**TASK**
A faithful copy of the whole listing is the goal. Match it exactly.

┄┄┄┄┄┄┄┄┄┄

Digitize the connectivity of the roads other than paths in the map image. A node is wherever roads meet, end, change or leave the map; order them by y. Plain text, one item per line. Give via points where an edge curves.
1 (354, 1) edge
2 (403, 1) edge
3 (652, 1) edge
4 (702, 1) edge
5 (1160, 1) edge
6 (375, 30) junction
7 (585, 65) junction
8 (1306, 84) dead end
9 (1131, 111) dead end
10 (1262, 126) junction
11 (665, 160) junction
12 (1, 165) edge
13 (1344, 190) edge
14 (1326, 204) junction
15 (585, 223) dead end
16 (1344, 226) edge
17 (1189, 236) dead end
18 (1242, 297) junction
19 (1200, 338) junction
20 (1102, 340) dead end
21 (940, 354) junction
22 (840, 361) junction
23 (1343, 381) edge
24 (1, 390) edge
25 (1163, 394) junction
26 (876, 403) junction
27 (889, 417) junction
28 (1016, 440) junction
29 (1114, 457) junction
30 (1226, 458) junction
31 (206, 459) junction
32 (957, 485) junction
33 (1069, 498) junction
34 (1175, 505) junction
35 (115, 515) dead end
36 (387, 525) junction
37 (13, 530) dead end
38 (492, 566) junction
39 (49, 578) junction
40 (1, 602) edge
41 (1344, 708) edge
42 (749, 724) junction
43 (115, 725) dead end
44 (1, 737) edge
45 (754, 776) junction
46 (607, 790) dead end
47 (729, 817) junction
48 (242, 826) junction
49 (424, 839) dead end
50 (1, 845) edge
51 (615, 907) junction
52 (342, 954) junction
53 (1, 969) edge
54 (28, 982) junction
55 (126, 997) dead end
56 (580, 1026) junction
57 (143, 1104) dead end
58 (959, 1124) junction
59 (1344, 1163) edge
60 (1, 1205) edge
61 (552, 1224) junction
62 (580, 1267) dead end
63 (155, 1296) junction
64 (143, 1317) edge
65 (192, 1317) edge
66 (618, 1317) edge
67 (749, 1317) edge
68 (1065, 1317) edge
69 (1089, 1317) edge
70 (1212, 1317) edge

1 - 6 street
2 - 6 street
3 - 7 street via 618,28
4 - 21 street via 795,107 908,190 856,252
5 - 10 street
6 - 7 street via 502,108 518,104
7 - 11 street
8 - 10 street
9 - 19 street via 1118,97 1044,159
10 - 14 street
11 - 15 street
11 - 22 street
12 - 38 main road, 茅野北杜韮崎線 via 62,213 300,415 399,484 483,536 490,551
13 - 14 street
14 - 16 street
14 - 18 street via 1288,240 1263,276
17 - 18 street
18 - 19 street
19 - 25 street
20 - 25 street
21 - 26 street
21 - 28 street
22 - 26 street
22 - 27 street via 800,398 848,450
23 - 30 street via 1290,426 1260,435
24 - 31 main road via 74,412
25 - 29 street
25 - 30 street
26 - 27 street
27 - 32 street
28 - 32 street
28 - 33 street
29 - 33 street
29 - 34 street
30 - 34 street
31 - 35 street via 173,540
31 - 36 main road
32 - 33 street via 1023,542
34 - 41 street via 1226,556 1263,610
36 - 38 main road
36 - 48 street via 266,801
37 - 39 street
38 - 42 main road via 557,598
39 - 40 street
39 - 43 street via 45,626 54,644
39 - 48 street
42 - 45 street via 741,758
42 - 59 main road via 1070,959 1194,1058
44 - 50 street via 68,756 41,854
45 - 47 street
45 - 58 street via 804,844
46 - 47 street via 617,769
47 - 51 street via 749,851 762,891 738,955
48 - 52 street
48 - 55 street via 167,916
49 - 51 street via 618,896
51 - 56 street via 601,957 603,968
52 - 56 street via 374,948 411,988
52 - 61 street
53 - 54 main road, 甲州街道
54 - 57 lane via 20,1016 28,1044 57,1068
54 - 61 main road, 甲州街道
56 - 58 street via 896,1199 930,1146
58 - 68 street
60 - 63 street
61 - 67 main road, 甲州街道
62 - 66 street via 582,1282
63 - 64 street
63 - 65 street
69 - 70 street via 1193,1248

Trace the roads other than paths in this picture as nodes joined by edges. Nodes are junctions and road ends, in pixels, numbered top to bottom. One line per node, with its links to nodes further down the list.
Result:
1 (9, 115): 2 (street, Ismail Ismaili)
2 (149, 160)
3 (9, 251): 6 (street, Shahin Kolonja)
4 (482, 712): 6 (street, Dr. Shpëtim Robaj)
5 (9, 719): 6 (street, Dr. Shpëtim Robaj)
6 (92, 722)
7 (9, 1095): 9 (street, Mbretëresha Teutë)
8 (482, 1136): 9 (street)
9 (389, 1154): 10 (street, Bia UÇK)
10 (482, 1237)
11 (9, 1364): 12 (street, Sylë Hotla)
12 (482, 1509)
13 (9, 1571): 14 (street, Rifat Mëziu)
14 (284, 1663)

┄┄┄┄┄┄┄┄┄┄

**RESULT BELOW**
Digitize the connectivity of the roads other than paths in the map image. A node is wherever roads meet, end, change or leave the map; order them by y. Plain text, one item per line. Give via points where an edge curves.
1 (354, 1) edge
2 (403, 1) edge
3 (652, 1) edge
4 (702, 1) edge
5 (1160, 1) edge
6 (375, 30) junction
7 (585, 65) junction
8 (1306, 84) dead end
9 (1131, 111) dead end
10 (1262, 126) junction
11 (665, 160) junction
12 (1, 165) edge
13 (1344, 190) edge
14 (1326, 204) junction
15 (585, 223) dead end
16 (1344, 226) edge
17 (1189, 236) dead end
18 (1242, 297) junction
19 (1200, 338) junction
20 (1102, 340) dead end
21 (940, 354) junction
22 (840, 361) junction
23 (1343, 381) edge
24 (1, 390) edge
25 (1163, 394) junction
26 (876, 403) junction
27 (889, 417) junction
28 (1016, 440) junction
29 (1114, 457) junction
30 (1226, 458) junction
31 (206, 459) junction
32 (957, 485) junction
33 (1069, 498) junction
34 (1175, 505) junction
35 (115, 515) dead end
36 (387, 525) junction
37 (13, 530) dead end
38 (492, 566) junction
39 (49, 578) junction
40 (1, 602) edge
41 (1344, 708) edge
42 (749, 724) junction
43 (115, 725) dead end
44 (1, 737) edge
45 (754, 776) junction
46 (607, 790) dead end
47 (729, 817) junction
48 (242, 826) junction
49 (424, 839) dead end
50 (1, 845) edge
51 (615, 907) junction
52 (342, 954) junction
53 (1, 969) edge
54 (28, 982) junction
55 (126, 997) dead end
56 (580, 1026) junction
57 (143, 1104) dead end
58 (959, 1124) junction
59 (1344, 1163) edge
60 (1, 1205) edge
61 (552, 1224) junction
62 (580, 1267) dead end
63 (155, 1296) junction
64 (143, 1317) edge
65 (192, 1317) edge
66 (618, 1317) edge
67 (749, 1317) edge
68 (1065, 1317) edge
69 (1089, 1317) edge
70 (1212, 1317) edge

1 - 6 street
2 - 6 street
3 - 7 street via 618,28
4 - 21 street via 795,107 908,190 856,252
5 - 10 street
6 - 7 street via 502,108 518,104
7 - 11 street
8 - 10 street
9 - 19 street via 1118,97 1044,159
10 - 14 street
11 - 15 street
11 - 22 street
12 - 38 main road, 茅野北杜韮崎線 via 62,213 300,415 399,484 483,536 490,551
13 - 14 street
14 - 16 street
14 - 18 street via 1288,240 1263,276
17 - 18 street
18 - 19 street
19 - 25 street
20 - 25 street
21 - 26 street
21 - 28 street
22 - 26 street
22 - 27 street via 800,398 848,450
23 - 30 street via 1290,426 1260,435
24 - 31 main road via 74,412
25 - 29 street
25 - 30 street
26 - 27 street
27 - 32 street
28 - 32 street
28 - 33 street
29 - 33 street
29 - 34 street
30 - 34 street
31 - 35 street via 173,540
31 - 36 main road
32 - 33 street via 1023,542
34 - 41 street via 1226,556 1263,610
36 - 38 main road
36 - 48 street via 266,801
37 - 39 street
38 - 42 main road via 557,598
39 - 40 street
39 - 43 street via 45,626 54,644
39 - 48 street
42 - 45 street via 741,758
42 - 59 main road via 1070,959 1194,1058
44 - 50 street via 68,756 41,854
45 - 47 street
45 - 58 street via 804,844
46 - 47 street via 617,769
47 - 51 street via 749,851 762,891 738,955
48 - 52 street
48 - 55 street via 167,916
49 - 51 street via 618,896
51 - 56 street via 601,957 603,968
52 - 56 street via 374,948 411,988
52 - 61 street
53 - 54 main road, 甲州街道
54 - 57 lane via 20,1016 28,1044 57,1068
54 - 61 main road, 甲州街道
56 - 58 street via 896,1199 930,1146
58 - 68 street
60 - 63 street
61 - 67 main road, 甲州街道
62 - 66 street via 582,1282
63 - 64 street
63 - 65 street
69 - 70 street via 1193,1248

Trace the roads other than paths in this picture as nodes joined by edges. Nodes are junctions and road ends, in pixels, numbered top to bottom. One line per node, with its links to nodes further down the list.
Result:
1 (9, 115): 2 (street, Ismail Ismaili)
2 (149, 160)
3 (9, 251): 6 (street, Shahin Kolonja)
4 (482, 712): 6 (street, Dr. Shpëtim Robaj)
5 (9, 719): 6 (street, Dr. Shpëtim Robaj)
6 (92, 722)
7 (9, 1095): 9 (street, Mbretëresha Teutë)
8 (482, 1136): 9 (street)
9 (389, 1154): 10 (street, Bia UÇK)
10 (482, 1237)
11 (9, 1364): 12 (street, Sylë Hotla)
12 (482, 1509)
13 (9, 1571): 14 (street, Rifat Mëziu)
14 (284, 1663)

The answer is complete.